Researchers link job strain, hypertension

John Martin; America's Health Network: November 23,1998

If your job constantly keeps you under pressure, researchers now say you're at higher risk for heart disease and hypertension.

Scientists at the Center for Social Epidemiology in Santa Monica, California studied people who work in highly demanding jobs that allow them little latitude for decision-making. They found that those type workers have a higher risk for cardiac disease or high blood pressure than people whose jobs don't include as many demands.

"I think this is a very serious health problem for America," researcher Dr. Peter Schnall tells AHN.COM."Hypertension is the world's number one disease. There are 500 million people with high blood pressure." There are more than 50 million people who have hypertension in the U.S., and another 50 million who are on their way to acquiring the condition, adds Schnall.

In the study, 285 New York City men who worked in a variety of skilled and unskilled jobs were examined. They completed a questionnaire assessing their freedom to make decisions on the job, and the level of time-pressure demands put on them.

The individuals also wore a device that recorded their blood pressures at 15-minute intervals over a 24-hour period. The measurements were conducted again in 195 of those men three years later.

This is another in a series of studies into the link between job strain and hypertension. "(In the latest research), we find that those employees who tell us that they are repeatedly exposed to job strain...have markedly higher systolic and diastolic ambulatory blood pressures when compared to those employees who report no job strain...," says Schnall.

The researchers also discovered that those individuals who maintained a higher blood pressure at work continued to maintain a higher blood pressure at home.

However, the study also found that men who were initially in high-stress jobs, but moved to low-strain positions saw their blood pressure readings fall over time. In fact, their follow-up blood pressure readings were nearly the same as those who had never been employed in high-stress jobs.

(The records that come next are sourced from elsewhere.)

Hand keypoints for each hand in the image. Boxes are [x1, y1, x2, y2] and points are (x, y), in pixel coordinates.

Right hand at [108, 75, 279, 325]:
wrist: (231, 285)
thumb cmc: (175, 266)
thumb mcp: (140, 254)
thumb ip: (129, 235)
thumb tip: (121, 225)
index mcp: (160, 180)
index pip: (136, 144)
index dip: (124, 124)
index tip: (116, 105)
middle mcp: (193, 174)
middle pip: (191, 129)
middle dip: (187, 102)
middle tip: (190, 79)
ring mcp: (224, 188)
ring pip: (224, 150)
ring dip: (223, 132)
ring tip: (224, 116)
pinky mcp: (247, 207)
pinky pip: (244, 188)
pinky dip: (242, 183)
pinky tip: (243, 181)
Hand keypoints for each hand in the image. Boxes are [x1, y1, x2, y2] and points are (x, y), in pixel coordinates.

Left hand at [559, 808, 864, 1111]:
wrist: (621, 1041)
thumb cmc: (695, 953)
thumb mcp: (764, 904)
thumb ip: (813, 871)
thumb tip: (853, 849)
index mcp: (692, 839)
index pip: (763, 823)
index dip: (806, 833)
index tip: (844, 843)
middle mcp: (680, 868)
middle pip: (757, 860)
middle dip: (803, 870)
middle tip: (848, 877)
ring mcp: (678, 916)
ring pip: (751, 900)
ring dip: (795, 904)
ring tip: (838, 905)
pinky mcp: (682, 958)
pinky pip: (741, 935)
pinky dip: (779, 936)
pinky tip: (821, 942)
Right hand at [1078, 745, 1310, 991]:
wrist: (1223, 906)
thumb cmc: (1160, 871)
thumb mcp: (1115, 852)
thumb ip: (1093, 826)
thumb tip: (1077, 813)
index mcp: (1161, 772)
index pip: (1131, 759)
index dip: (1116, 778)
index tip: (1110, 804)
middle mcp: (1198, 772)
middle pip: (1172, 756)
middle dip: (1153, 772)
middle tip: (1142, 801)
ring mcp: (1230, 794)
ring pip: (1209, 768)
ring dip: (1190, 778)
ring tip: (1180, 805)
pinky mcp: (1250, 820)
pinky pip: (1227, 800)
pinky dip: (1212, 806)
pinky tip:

"But, even more interesting and exciting is that the higher your level of blood pressure when you entered the study, the greater the fall, whiny went from exposure to non-exposure (to high-stress jobs)," Schnall explains.

The findings in this study present a problem, adds Schnall, because many employers are attempting to maximize productivity in the workplace, and get the most out of working people. But, he says this should be a call to many companies to look at the way they organize the workplace.

"The fact that this may be harmful for many working men, and I presume working women...," Schnall notes, "is, I think, something that people have simply not been aware of."